NK: We chatted about Satori being willing to ‘take hair on the deal’ in terms of its managers. Can you give me an example where Satori was willing to invest in a manager that the broader industry was avoiding for whatever reason?
JH: Our Crawford Lake investment is a perfect example. They were completely off the radar. Others in our industry definitely questioned our decision. But they had a seven-year track record that we thought was exceptional: Mid-teens net returns. Made money in ‘08. Made money in ‘11. Worst drawdown: 5.8 percent. Low volatility. Great risk managers, very disciplined. And when we looked at the stocks they were trading, we could see that they could scale. They just needed help. It was a no-brainer to us.
NK: Your recent ‘CIO Perspective’ investor letter itemizes a number of key criteria that you look for in your managers, one of which is ‘Grit’. What does that word mean to you exactly, why does it matter, and how do you assess it?
JH: We sometimes call it the “cockroach factor” – managers who aren’t going to be kept out of the investment business by small AUM, and who are naturally pretty tough. They were born to invest and can withstand a lot of hardship – and probably already have.
We do have specific criteria we look for, and we have a list of behavioral descriptive indicator questions that are carefully crafted to draw out those attributes. We’ve invested a lot of time, money, and research figuring out what to ask and how to ask it – and our operations director, Hope Kahan, has become an invaluable in-house resource for this – so we can very methodically ascertain who has these characteristics.
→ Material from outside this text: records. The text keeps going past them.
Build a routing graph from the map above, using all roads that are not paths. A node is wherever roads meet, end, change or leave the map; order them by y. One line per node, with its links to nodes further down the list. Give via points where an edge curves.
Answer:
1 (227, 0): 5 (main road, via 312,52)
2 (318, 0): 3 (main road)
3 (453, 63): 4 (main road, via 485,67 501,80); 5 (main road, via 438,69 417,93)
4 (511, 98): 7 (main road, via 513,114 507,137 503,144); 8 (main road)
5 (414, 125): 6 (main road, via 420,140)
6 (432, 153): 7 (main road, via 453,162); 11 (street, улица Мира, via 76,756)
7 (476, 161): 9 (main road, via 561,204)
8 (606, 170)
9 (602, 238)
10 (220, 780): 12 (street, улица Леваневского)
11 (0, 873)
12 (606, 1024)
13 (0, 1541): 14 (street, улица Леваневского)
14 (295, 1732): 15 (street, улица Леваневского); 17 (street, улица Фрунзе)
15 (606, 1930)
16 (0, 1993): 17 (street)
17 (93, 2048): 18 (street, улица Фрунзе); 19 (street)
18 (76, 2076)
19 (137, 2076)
It’s kind of our secret sauce.
NK: Apart from some of the stuff we have already discussed, what is an immediate disqualifier for Satori in terms of a prospective manager?
JH: Obviously, the usual red flags apply. If you have things like compliance issues or bad references, that’s a disqualifier, of course. But in terms of characteristics, it’s arrogance.
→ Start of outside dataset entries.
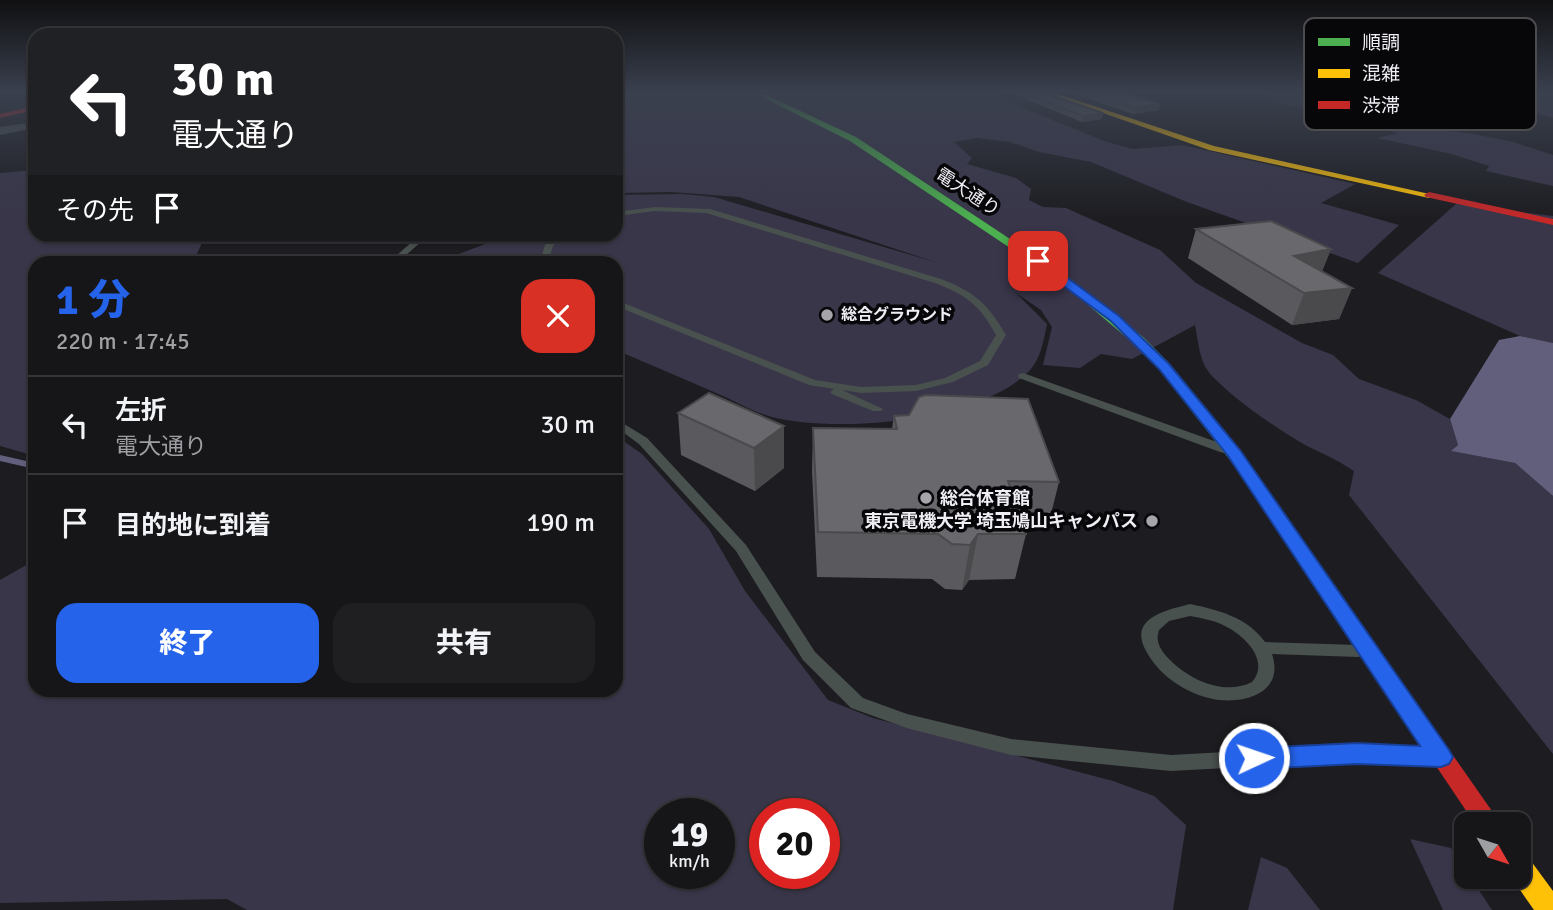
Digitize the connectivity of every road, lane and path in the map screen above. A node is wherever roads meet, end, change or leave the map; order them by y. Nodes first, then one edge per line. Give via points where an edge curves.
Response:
1 (844, 134) edge
2 (1172, 134) edge
3 (623, 214) edge
4 (1553, 222) edge
5 (417, 242) edge
6 (400, 256) edge
7 (623, 306) edge
8 (1023, 376) dead end
9 (813, 383) junction
10 (877, 409) dead end
11 (623, 427) edge
12 (1234, 453) junction
13 (1261, 648) junction
14 (1370, 651) junction
15 (1441, 757) junction
16 (1480, 812) edge
17 (1531, 883) edge
18 (1550, 910) edge

1 - 12 street, 電大通り via 1115,318 1164,366
2 - 4 street via 1212,148
3 - 9 lane via 655,209 707,211 938,281 962,289 986,307 1001,335 984,363 949,380 916,388 861,390
5 - 6 lane
7 - 9 lane
8 - 12 lane
9 - 10 lane
11 - 15 lane via 643,441 741,548 809,656 857,703 907,721 1011,747 1171,763 1357,753
12 - 14 street, 電大通り
13 - 13 lane via 1267,663 1259,687 1244,694 1205,691 1166,669 1154,654 1151,627 1173,612 1212,614 1231,622
13 - 14 lane
14 - 15 street, 電大通り
15 - 16 street, 電大通り
17 - 18 street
I’ve been in this business for a while, and I’ve made money and lost money, and let me tell you, when an investor thinks they’ve got it all figured out, I’m personally running away. Now, you have to have confidence, but not arrogance – that’s what makes this so tricky. The willingness to change one’s mind is the critical difference.
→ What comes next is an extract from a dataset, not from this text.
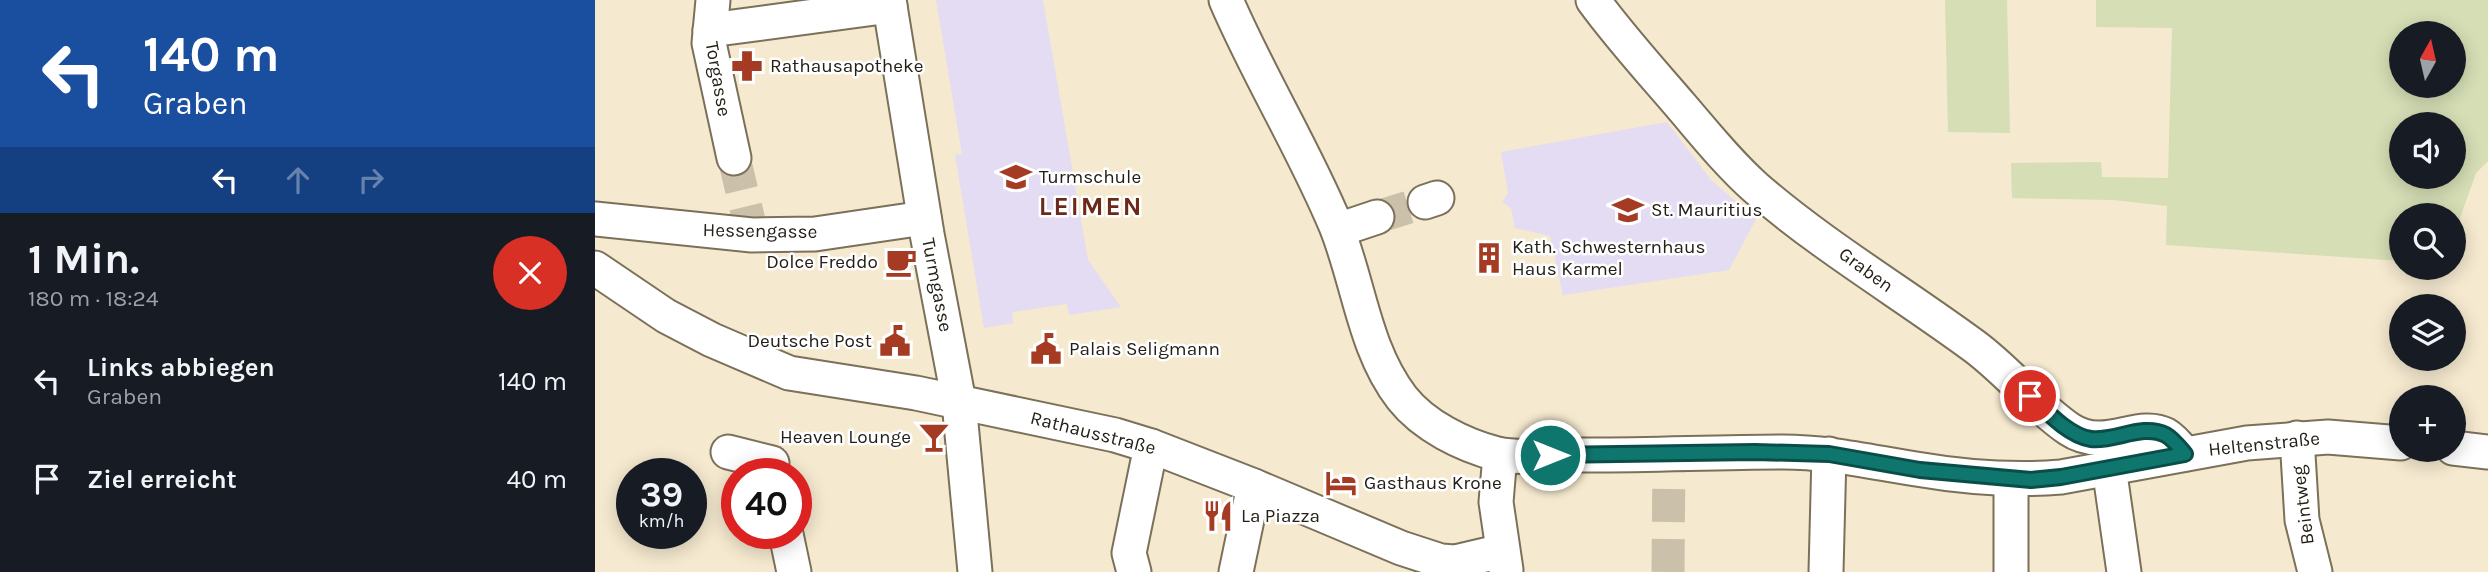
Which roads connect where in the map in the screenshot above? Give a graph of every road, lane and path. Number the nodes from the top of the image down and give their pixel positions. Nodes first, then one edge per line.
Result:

NK: Let’s reverse that: What, to you, is a trait that offers the strongest indicator of long-term success in a manager?
JH: I have to go back to the quantitative factor on this. It’s the data. Past performance does not guarantee future results – we all know that. But when we have five, six, seven years of data, we can really dig deep and find out, at least, how good a manager has been, and how they are improving over time.
The other thing that’s very important to us is risk management. We’re looking for great risk managers who don’t like drawdowns, who are trying very hard to not lose money. A lot of our managers really care about the non-fundamental reasons why a security might move. So they consider the macro environment, they have tight risk controls, and they’re very disciplined. We put a lot of emphasis on that because we believe with our acceleration investments, if we do our due diligence right and find a great risk manager with the potential to grow significantly, we can potentially create a relatively low-risk investment with potentially very high upside. It is possible – difficult, but not impossible. It’s exactly what we did with Crawford Lake, and Atlas looks well on its way, too.
NK: How does Satori go about prospecting for these off-the-grid, idiosyncratic investors. What fuels your supply chain?
JH: We have a methodical system that centers on talking to third-party service providers. For example, every manager has to have a prime broker, so if anyone’s going to know what small funds are out there, it’s a prime broker. We have identified several who specialize in – or at least, aren’t afraid of – smaller managers, and they can give us great flow. We also attend quite a few of the emerging manager conferences and make contacts that way. So it’s a concerted outbound effort. One interesting thing we’re seeing now is that potential partners have started to hear about what we’re doing, especially in the demographic of long track record/low AUM, so our inbound flow is starting to pick up.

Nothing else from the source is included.